雷撃がバイサーが覆い、その巨体を焦がしていく!
雷撃が止み、その場にいたのは黒焦げとなったバイサー。
「ぐぅぅぅぅ………」
ボロボロになりながらも朱乃さんを睨み付けるバイサー。
「あらあら、まだ元気みたいですわねぇ。ならドンドンいきましょう」
次から次へと雷撃を浴びせていく朱乃さん!
えっ、まだやるんですか!?
これ以上はほとんどオーバーキルだと思うんですけど!?
っていうか―――――
「うふふふふ」
すごく笑ってるよ!
怖いよ、別の意味で!
「朱乃は究極のSなの」
「見れば分かりますよ!」
「大丈夫よ。味方にはやさしいから」
本当ですか!?
信じますよ!?
ふとした時にSに虐められたりしませんよね!?
そうこうしているうちにバイサーは完全にダウン。
もう抵抗する力はないのは明らかだ。
地面に突っ伏すバイサーに部長は手をかざす。
「最後に言い残すことは?」
「こ、殺せ………」
「そう。

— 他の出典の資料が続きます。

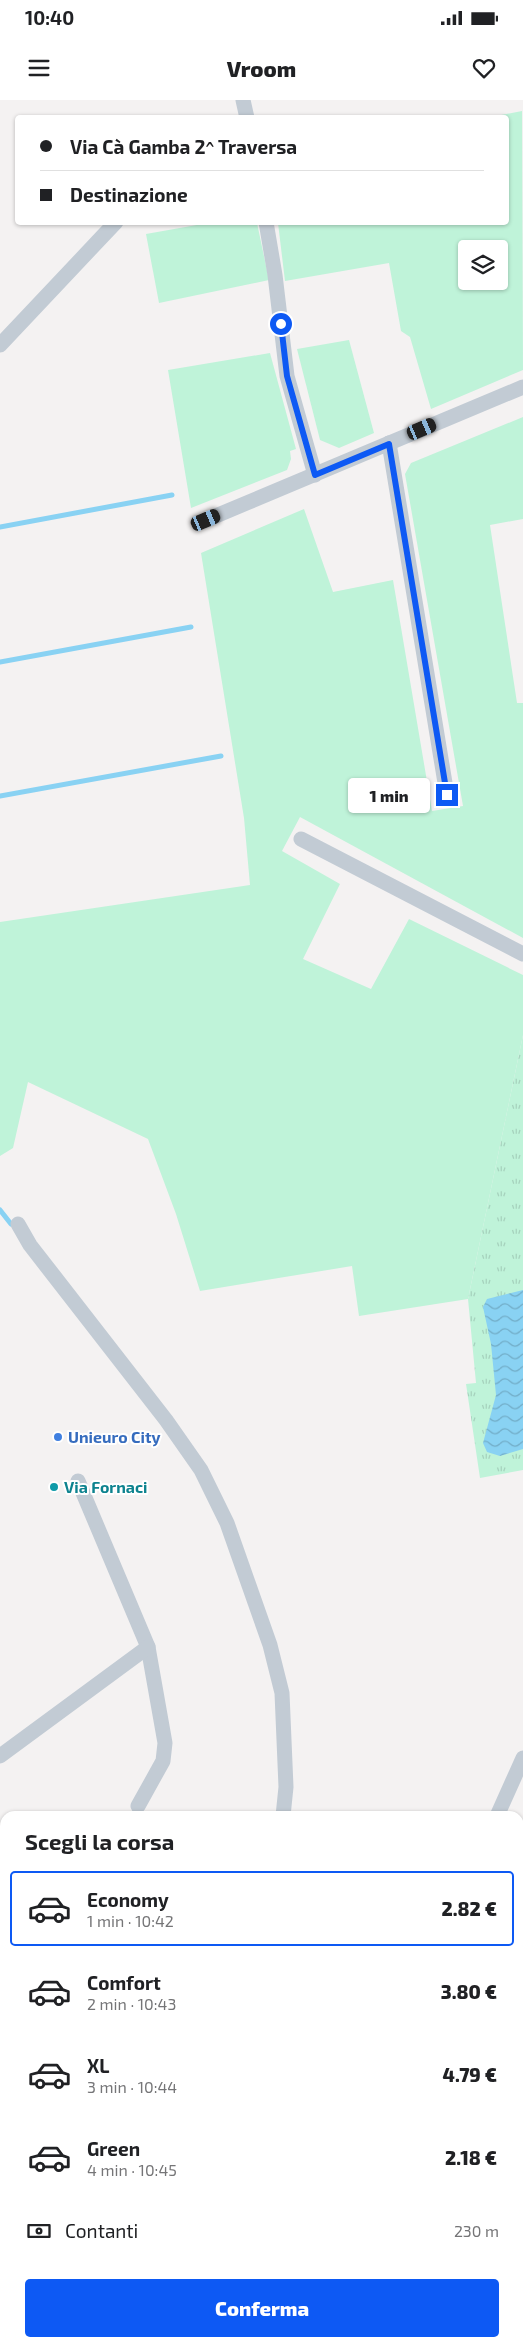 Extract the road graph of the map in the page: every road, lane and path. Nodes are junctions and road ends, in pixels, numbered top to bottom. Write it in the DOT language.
graph roads {
  1 [pos="243,100"];
  2 [pos="246,115"];
  3 [pos="113,225"];
  4 [pos="267,225"];
  5 [pos="0,345"];
  6 [pos="523,387"];
  7 [pos="389,444"];
  8 [pos="315,475"];
  9 [pos="206,520"];
  10 [pos="447,795"];
  11 [pos="301,839"];
  12 [pos="523,954"];
  13 [pos="18,1224"];
  14 [pos="78,1481"];
  15 [pos="148,1647"];
  16 [pos="1,1754"];
  17 [pos="523,1758"];
  18 [pos="138,1806"];
  19 [pos="284,1811"];
  20 [pos="499,1811"];
  1 -- 2 [label="street"];
  3 -- 5 [label="street"];
  4 -- 8 [label="street"];
  6 -- 7 [label="street"];
  7 -- 8 [label="street"];
  7 -- 10 [label="street"];
  8 -- 9 [label="street"];
  11 -- 12 [label="street"];
  13 -- 19 [label="street"];
  14 -- 15 [label="street"];
  15 -- 16 [label="street"];
  15 -- 18 [label="street"];
  17 -- 20 [label="street"];
} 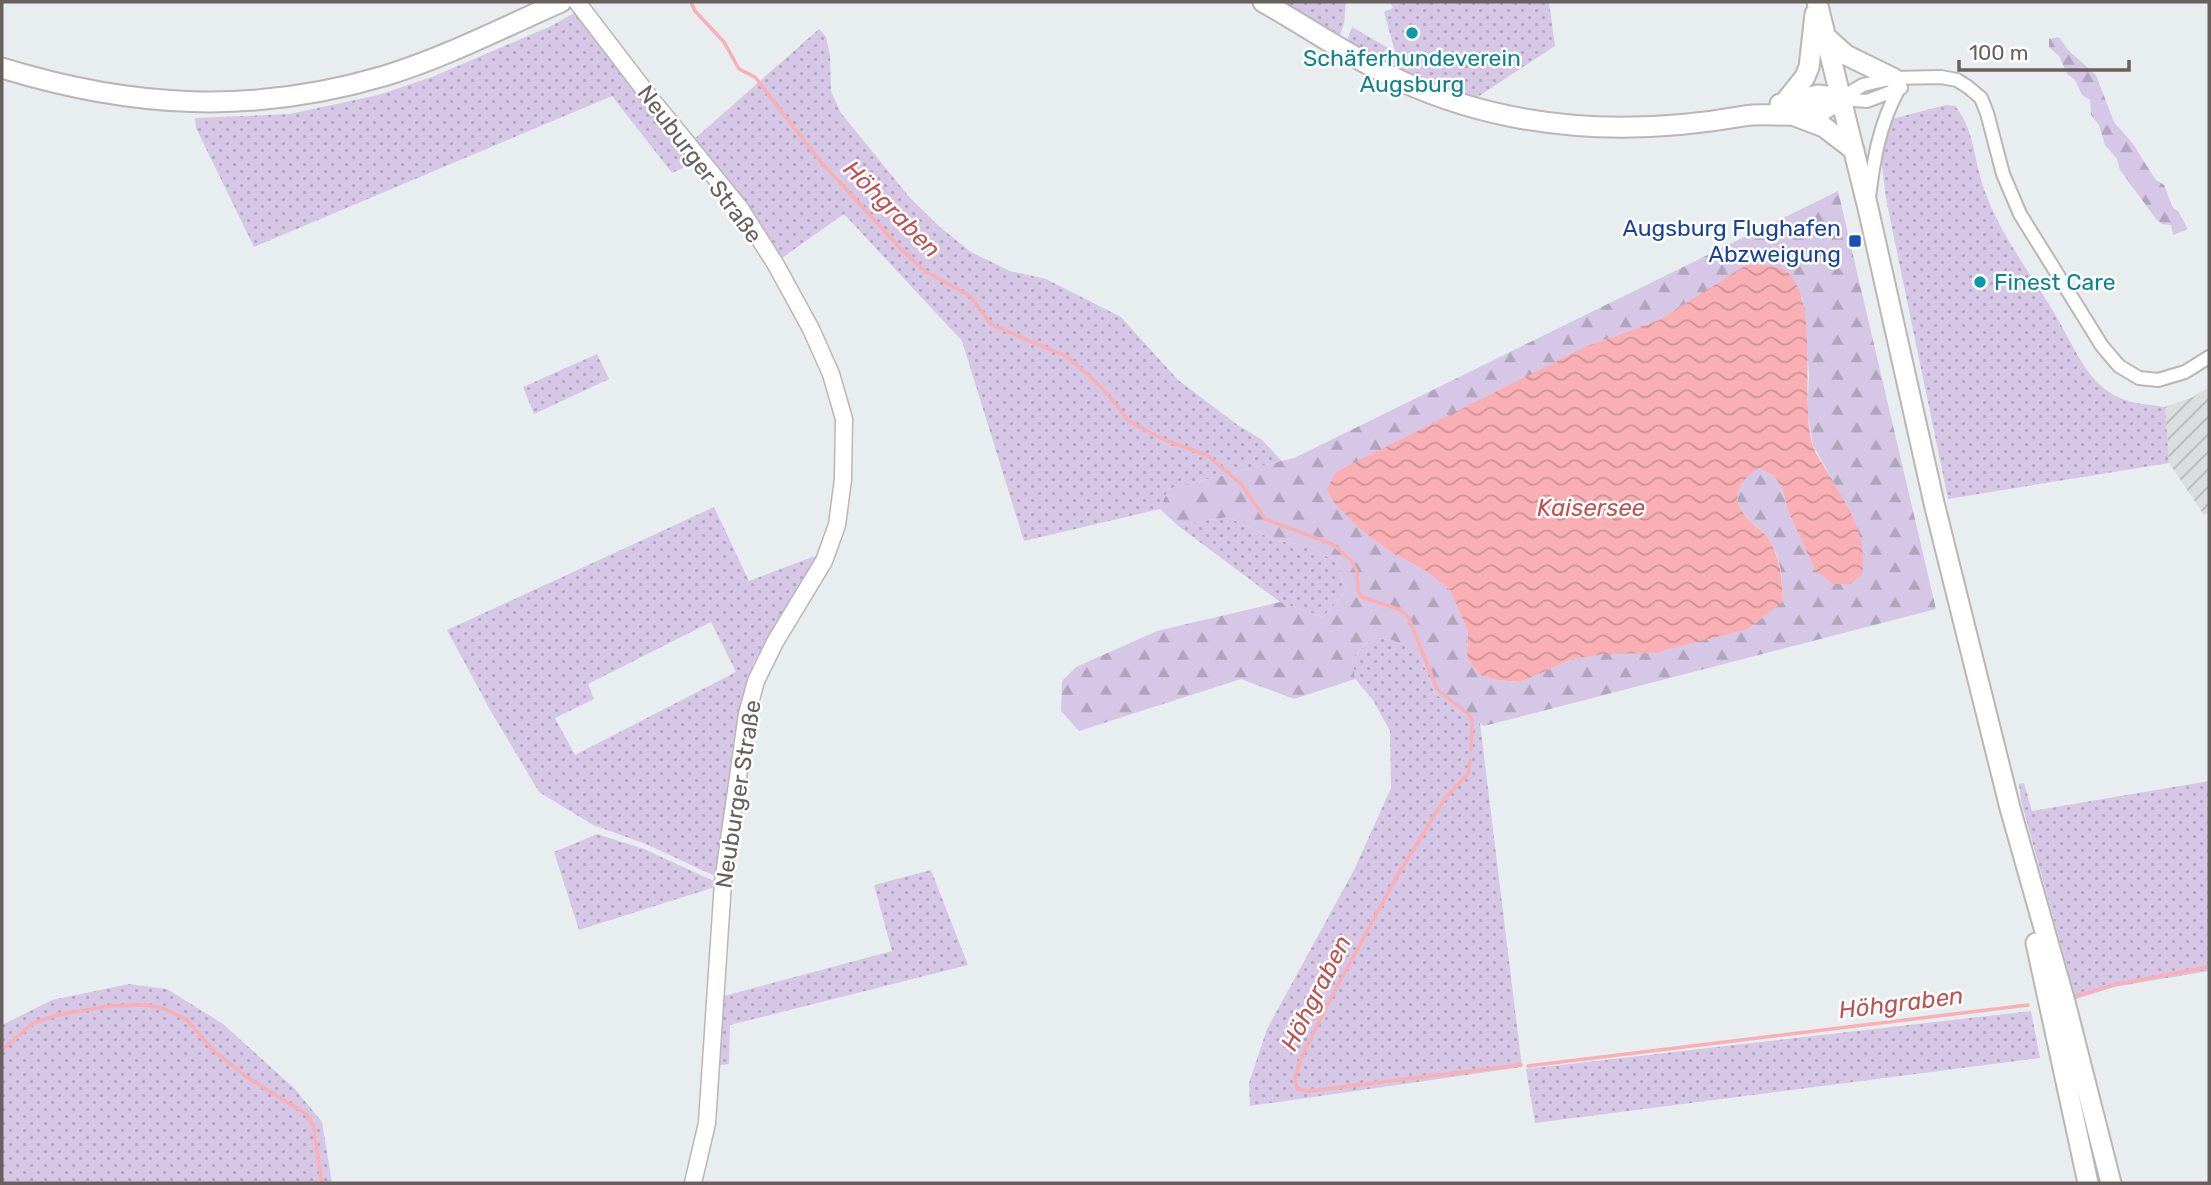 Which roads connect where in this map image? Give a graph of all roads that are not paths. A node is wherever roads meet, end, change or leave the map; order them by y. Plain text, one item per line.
1 (561, 2) edge
2 (577, 2) edge
3 (1263, 2) edge
4 (1817, 2) edge
5 (1825, 36) junction
6 (2, 68) edge
7 (1896, 84) junction
8 (1841, 99) junction
9 (1789, 109) junction
10 (1854, 150) junction
11 (1868, 208) junction
12 (2209, 357) edge
13 (2010, 808) junction
14 (693, 1183) edge
15 (2088, 1183) edge
16 (2111, 1183) edge

1 - 6 main road
2 - 14 street, Neuburger Straße
3 - 9 main road
4 - 5 main road
4 - 9 main road
5 - 7 main road
5 - 8 main road
7 - 8 street
7 - 11 street
7 - 12 street
8 - 9 main road
8 - 10 main road
9 - 10 main road
10 - 11 main road
11 - 13 main road
13 - 15 main road
13 - 16 main road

なら消し飛びなさい」
部長の手からどす黒い魔力が放たれる。
魔力がバイサーの体に触れた瞬間、奴は完全に消滅した。
「これで終わりね。朱乃、祐斗、小猫、ご苦労さま」
はぐれ悪魔の討伐任務はこれで終わりらしい。
はぐれ悪魔、身も心も完全な化物だったな。
ああはなりたくないものだ。
終了ムードになり、皆が帰ろうとする中、俺は部長に訊ねた。
「部長、《兵士》ってなんか特性があるんですか?」
「兵士の最大の特性は《プロモーション》よ」
「プロモーションですか? それって実際のチェスと同じ?」
「そうよ。兵士は私が敵地と認めたところに足を踏み入れたとき王以外の駒に昇格することができるの」
なるほど、最初は他の駒のような特性は持たないが、プロモーションすることで、女王、戦車、騎士、僧侶の特性を得られるってことか。

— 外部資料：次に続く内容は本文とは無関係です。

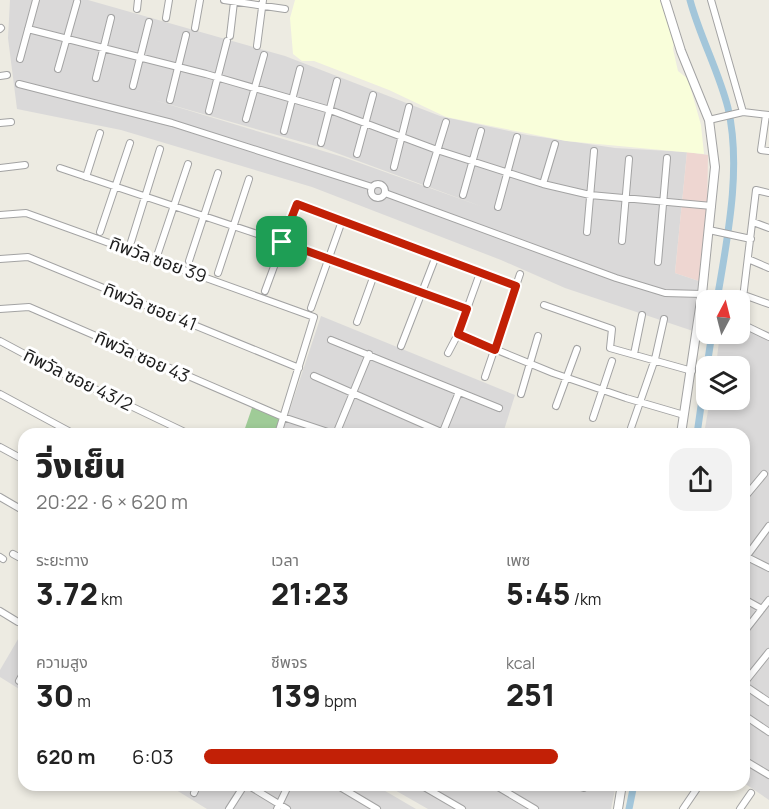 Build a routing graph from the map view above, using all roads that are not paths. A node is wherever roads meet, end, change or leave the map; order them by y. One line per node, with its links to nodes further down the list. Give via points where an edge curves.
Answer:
1 (36, 0): 17 (street)
2 (138, 0): 11 (street)
3 (169, 0): 14 (street)
4 (200, 0): 16 (street)
5 (224, 0): 9 (street)
6 (665, 0): 43 (street)
7 (711, 0): 40 (street)
8 (77, 2): 19 (street)
9 (234, 2): 10 (street); 28 (street)
10 (263, 3): 12 (street); 20 (street)
11 (136, 9)
12 (285, 9)
13 (111, 18): 21 (street)
14 (166, 18)
15 (149, 22): 23 (street)
16 (195, 28)
17 (28, 29): 19 (street); 24 (street)
18 (186, 34): 25 (street)
19 (67, 39): 21 (street); 26 (street)
20 (257, 46)
21 (104, 48): 23 (street); 29 (street)
22 (264, 55): 33 (street)
23 (141, 57): 25 (street); 32 (street)
24 (20, 59)
25 (178, 66): 28 (street); 36 (street)
26 (58, 69)
27 (300, 69): 35 (street)
28 (218, 77): 33 (street); 39 (street)
29 (96, 78)
30 (337, 81): 38 (street)
31 (19, 84): 76 (street, via 172,123)
32 (134, 86)
33 (255, 88): 35 (street); 42 (street)
34 (373, 95): 47 (street)
35 (292, 99): 38 (street); 48 (street)
36 (170, 100)
37 (409, 107): 51 (street)
38 (330, 110): 47 (street); 54 (street)
39 (209, 111)
40 (742, 112): 41 (street); 43 (street)
41 (767, 115): 59 (street, via 761,150)
42 (246, 119)
43 (709, 120): 85 (street, via 715,167)
44 (11, 122): 46 (street)
45 (446, 122): 57 (street)
46 (0, 123)
47 (365, 125): 51 (street); 60 (street)
48 (284, 131)
49 (481, 131): 63 (street)
50 (100, 133): 71 (street)
51 (401, 137): 57 (street); 66 (street)
52 (518, 137): 69 (street)
53 (130, 143): 75 (street)
54 (321, 143)
55 (555, 144): 74 (street)
56 (160, 149): 81 (street)
57 (437, 150): 63 (street); 73 (street)
58 (594, 151): 80 (street)
59 (769, 151)
60 (357, 154)
61 (667, 158): 83 (street)
62 (629, 159): 82 (street)
63 (473, 161): 69 (street); 79 (street)
64 (188, 164): 84 (street)
65 (24, 165): 67 (street)
66 (394, 167)
67 (0, 168)
68 (60, 168): 71 (street)
69 (506, 172): 74 (street); 86 (street)
70 (218, 173): 88 (street)
71 (86, 177): 75 (street)
72 (249, 179): 91 (street)
73 (427, 184)
74 (543, 184): 80 (street)
75 (116, 186): 81 (street); 94 (street)
76 (372, 188): 78 (street, via 380,184); 78 (street, via 376,198)
77 (769, 193): 90 (street, via 756,190)
78 (385, 194): 117 (street, via 616,278 665,293)
79 (464, 195)
80 (590, 195): 82 (street); 95 (street)
81 (145, 196): 84 (street); 98 (street)
82 (626, 199): 83 (street); 97 (street)
83 (662, 202): 85 (street); 106 (street)
84 (174, 206): 88 (street); 100 (street)
85 (712, 206): 93 (street)
86 (498, 207)
87 (0, 214): 143 (street, ทิพวัล ซอย 39, via 26,213 315,318)
88 (204, 216): 91 (street); 105 (street)
89 (342, 221): 99 (street, via 297,204); 101 (street); 102 (street)
90 (753, 222): 92 (street); 96 (street)
91 (233, 226): 99 (street); 108 (street)
92 (769, 228)
93 (710, 230): 96 (street); 113 (street)
94 (100, 232)
95 (587, 232)
96 (751, 239): 104 (street)
97 (622, 241)
98 (130, 242)
99 (282, 242): 102 (street); 115 (street)
100 (158, 253)
101 (436, 256): 109 (street); 116 (street)
102 (329, 258): 111 (street); 121 (street)
103 (0, 259): 143 (street, ทิพวัล ซอย 41, via 28,257)
104 (748, 259): 107 (street); 114 (street)
105 (189, 261)
106 (658, 262)
107 (769, 267)
108 (218, 273)
109 (480, 273): 112 (street); 123 (street)
110 (520, 274): 112 (street)
111 (374, 275): 116 (street); 126 (street)
112 (516, 286): 136 (street)
113 (702, 290)
114 (745, 290)
115 (266, 291)
116 (422, 292): 123 (street); 134 (street)
117 (696, 294)
118 (750, 297): 119 (street)
119 (769, 304)
120 (544, 305): 139 (street, via 612,329 609,348)
121 (311, 308)
122 (0, 309): 157 (street, ทิพวัล ซอย 43, via 29,306)
123 (467, 309): 128 (street)
124 (642, 315): 139 (street)
125 (664, 319): 140 (street)
126 (357, 322)
127 (750, 328): 130 (street)
128 (458, 334): 136 (street); 137 (street)
129 (538, 336): 142 (street)
130 (769, 337)
131 (331, 340): 138 (street)
132 (696, 340): 144 (street)
133 (0, 341): 160 (street, ทิพวัล ซอย 43/2)
134 (401, 346)
135 (577, 349): 147 (street)
136 (495, 350): 142 (street); 146 (street)
137 (448, 353)
138 (369, 354): 149 (street); 150 (street)
139 (634, 354): 140 (street)
140 (654, 359): 144 (street); 153 (street)
141 (612, 361): 148 (street)
142 (529, 363): 147 (street); 152 (street)
143 (298, 368): 157 (street)
144 (692, 371): 156 (street)
145 (314, 376): 149 (street)
146 (485, 377)
147 (567, 377): 148 (street); 154 (street)
148 (603, 389): 153 (street); 158 (street)
149 (352, 391): 163 (street); 164 (street)
150 (459, 392): 155 (street); 165 (street)
151 (0, 394): 159 (street)
152 (521, 394)
153 (640, 402): 156 (street); 166 (street)
154 (556, 406)
155 (499, 408)
156 (684, 415): 167 (street)
157 (283, 417): 161 (street); 162 (street, ทิพวัล ซอย 43)
158 (593, 417)
159 (63, 428)
160 (176, 428)
161 (280, 428)
162 (317, 428)
163 (337, 428)
164 (430, 428)
165 (443, 428)
166 (631, 428)
167 (682, 428)
168 (0, 447): 169 (street)
169 (18, 457)
170 (764, 474): 171 (street)
171 (750, 486)
172 (0, 497): 173 (street)
173 (18, 508)
174 (769, 526): 175 (street)
175 (750, 551)
176 (13, 554): 177 (street)
177 (18, 557)
178 (750, 559): 179 (street)
179 (769, 568)
180 (769, 600): 182 (street)
181 (750, 602): 182 (street)
182 (762, 609): 185 (street)
183 (0, 611): 184 (street)
184 (18, 622)
185 (750, 624)
186 (769, 652): 187 (street)
187 (750, 676)
188 (750, 688): 189 (street)
189 (769, 702)
190 (750, 719): 191 (street)
191 (769, 732)
192 (750, 764): 193 (street)
193 (769, 775)
194 (242, 791): 204 (street)
195 (256, 791): 203 (street)
196 (286, 791): 203 (street)
197 (347, 791): 206 (street)
198 (432, 791): 207 (street)
199 (504, 791): 208 (street)
200 (621, 791): 209 (street)
201 (695, 791): 210 (street)
202 (751, 793): 211 (street)
203 (278, 807): 205 (street)
204 (230, 809)
205 (287, 809)
206 (377, 809)
207 (462, 809)
208 (534, 809)
209 (618, 809)
210 (683, 809)
211 (740, 809)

自由度が高いが、どのタイミングでどの駒になるかが重要になるってことか。
「とりあえず、プロモーションについては実際にやってみた方が良いでしょうね。今度はあなたにも戦ってもらうから、その時はよろしくね」
「はい、部長!」
こうして、はぐれ悪魔の討伐と俺への駒の解説は終わり、部室に戻ることとなった。